– di MAGDA LEKIASHVILI –
Ero in viaggio in Georgia e mi hanno detto: di che cosa ti preoccupi? Che ti importa? Fra pochi giorni te ne andrai… Mi preoccupo, mi importa e come. Il mio paese ha eletto il suo quinto presidente (donna per la prima volta) da quando ha riconquistato l’indipendenza nel 1991. Ci sono stati due turni di elezioni. Quando le prime votazioni non hanno portato un risultato chiaro, nessun candidato aveva superato la soglia del 50 percento, il 28 novembre i cittadini sono stati richiamati ancora una volta a scegliere alle urne. I candidati erano due. Salome Zurabishvili, una donna, candidato indipendente, fortemente supportato dal partito di governo (Sogno Georgiano) e Grigol Vashadze, candidato dei partiti dell’opposizione unita. Tutti e due ex ministri degli affari esteri della Georgia (Salome nel 2004/2005, Grigol 2008/2012). Tutti e due diplomati all’estero. Salome, nata e laureata in Francia, mentre Grigol ha avuto successo come diplomatico in Russia. Ha vinto Salome, con il 59,52% dei voti. Il 40,48% è il risultato di Grigol Vashadze.
Dopo la rivoluzione delle rose del 2003, quando la Georgia con la leadership di Mikheil Saakashvili ha apertamente dichiarato la sua politica pro-occidentale basata sulla democrazia, il presidente Saakashvili ha allargato il suo entourage con persone con molta esperienza in politica. Allora Salome Zurabishvili è tornata in Georgia, rivestendo la poltrona di ministro degli affari esteri per far conoscere la Georgia come paese indipendente basato sui fondamenti della democrazia e con la voglia di diventare membro delle istituzioni europee. Soprattutto con la volontà di integrarsi con la Nato e con l’Unione Europea. Con lo stesso pathos è tornato anche Grigol Vashadze, successivamente anche lui ministro degli esteri. Un politico di successo con passaporto russo, che avrebbe dovuto usare tutte le risorse a sua disposizione per rilanciare i rapporti tesi con la Russia. La storia della sua cittadinanza russa (Vashadze ha rifiutato la cittadinanza russa dopo la guerra fra la Russia e la Georgia nel 2008), è stato il tema principale per gli avversari per mettere in ombra la sua candidatura a presidente. Vashadze non ha mai abbandonato il team del partito di Mikheil Saakashvili, Movimento Nazionale Unito, anche dopo il 2012, quando dal governo sono passati all’opposizione. Mentre Salome Zurabishvili, col tempo, è diventato loro avversario già durante la loro governance.
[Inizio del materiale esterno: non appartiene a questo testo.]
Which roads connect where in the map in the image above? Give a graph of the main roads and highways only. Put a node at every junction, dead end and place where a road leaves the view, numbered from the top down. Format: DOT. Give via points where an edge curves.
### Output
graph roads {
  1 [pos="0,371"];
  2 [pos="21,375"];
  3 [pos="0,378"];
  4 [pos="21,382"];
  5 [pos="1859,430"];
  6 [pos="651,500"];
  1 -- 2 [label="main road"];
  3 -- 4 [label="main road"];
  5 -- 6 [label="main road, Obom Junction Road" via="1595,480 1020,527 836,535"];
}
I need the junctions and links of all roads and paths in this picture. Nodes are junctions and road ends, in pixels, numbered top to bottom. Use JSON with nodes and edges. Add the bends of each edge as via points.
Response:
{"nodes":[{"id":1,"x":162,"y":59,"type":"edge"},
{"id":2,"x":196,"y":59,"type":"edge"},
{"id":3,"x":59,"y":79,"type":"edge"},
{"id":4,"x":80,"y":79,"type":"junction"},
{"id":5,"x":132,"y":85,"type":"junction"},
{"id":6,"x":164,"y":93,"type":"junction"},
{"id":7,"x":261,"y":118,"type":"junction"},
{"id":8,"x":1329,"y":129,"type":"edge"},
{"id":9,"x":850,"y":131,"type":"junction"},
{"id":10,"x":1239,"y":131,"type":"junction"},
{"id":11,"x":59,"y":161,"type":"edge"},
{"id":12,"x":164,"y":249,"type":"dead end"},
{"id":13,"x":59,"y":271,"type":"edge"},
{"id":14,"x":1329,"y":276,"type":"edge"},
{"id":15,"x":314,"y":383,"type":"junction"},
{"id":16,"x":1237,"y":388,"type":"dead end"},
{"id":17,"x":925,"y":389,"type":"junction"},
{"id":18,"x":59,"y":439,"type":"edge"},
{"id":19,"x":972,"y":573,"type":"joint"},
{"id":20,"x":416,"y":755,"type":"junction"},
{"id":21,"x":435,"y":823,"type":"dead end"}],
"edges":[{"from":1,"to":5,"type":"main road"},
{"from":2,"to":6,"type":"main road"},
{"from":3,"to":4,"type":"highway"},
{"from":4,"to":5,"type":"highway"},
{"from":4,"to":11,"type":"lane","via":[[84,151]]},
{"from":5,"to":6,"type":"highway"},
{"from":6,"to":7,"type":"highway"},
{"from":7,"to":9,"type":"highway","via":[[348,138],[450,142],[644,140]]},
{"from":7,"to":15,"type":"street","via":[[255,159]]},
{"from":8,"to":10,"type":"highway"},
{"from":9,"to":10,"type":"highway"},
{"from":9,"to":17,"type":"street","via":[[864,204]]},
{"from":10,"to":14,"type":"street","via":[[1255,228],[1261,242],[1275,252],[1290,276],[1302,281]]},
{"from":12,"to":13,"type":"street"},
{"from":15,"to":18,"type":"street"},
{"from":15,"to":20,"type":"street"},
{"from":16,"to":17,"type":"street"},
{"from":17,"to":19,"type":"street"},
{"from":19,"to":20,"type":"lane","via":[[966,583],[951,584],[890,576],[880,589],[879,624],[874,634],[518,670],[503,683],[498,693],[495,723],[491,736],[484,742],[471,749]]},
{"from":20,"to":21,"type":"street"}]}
Che prima delle elezioni i candidati promettano un futuro brillante ai cittadini, succede ovunque. Ma quello che è successo in Georgia durante la campagna elettorale, credo, non accada dappertutto. Almeno nei paesi europei. Succede infatti solo dove ancora vengono usati i metodi sovietici per vincere. Dove invece di presentare il programma per il futuro, si parla male dell’avversario, e l’obiettivo è discriminare ed infangare il nome del concorrente al prezzo di parlare della loro vita privata. Un colpo basso; dove invece di convincere i cittadini, si comprano i loro voti con sacchi di patate e di cipolle, spesso pagando direttamente anche 180-300 lari (circa 60-100 euro); dove i cittadini che lavorano nel pubblico vengono chiamati risorse amministrative e non sono considerati come persone libere che possono fare una libera scelta, anzi, sono obbligati a votare a favore del candidato al governo; dove il governo (in questo caso il partito di maggioranza assoluta dell’oligarca Bidzina Ivanishvili Sogno Georgiano) non nomina il proprio candidato per le elezioni, ma usa tutte le proprie risorse, soprattutto economiche, per supportare il candidato indipendente, dove di indipendente non c’è nulla; dove sui manifesti del candidato presidenziale, (Salome Zurabishvili) oltre Salome, vengono ritratti rappresentanti del governo e leader del partito Sogno Georgiano; dove i giornalisti vanno ad assistere alla conferenza stampa del candidato (sempre Salome) e al posto suo trovano ancora membri del Sogno Georgiano. Adesso è possibile capire come in nessun altro paese vengano eletti in questi modi il presidente o il parlamento. Nonostante la presenza di molti osservatori internazionali il processo non è stato sano (lo hanno dichiarato gli osservatori stessi). Ed anche se ha vinto il candidato indipendente non è una vittoria di cui vantarsi. Il presidente della Georgia sarebbe davvero legittimato dal popolo, solo nel momento in cui, davanti alle urne, ognuno avesse la possibilità di fare una scelta libera, senza paura di perdere il proprio posto di lavoro e soprattutto senza riportare a casa 10 chili di patate e di cipolle.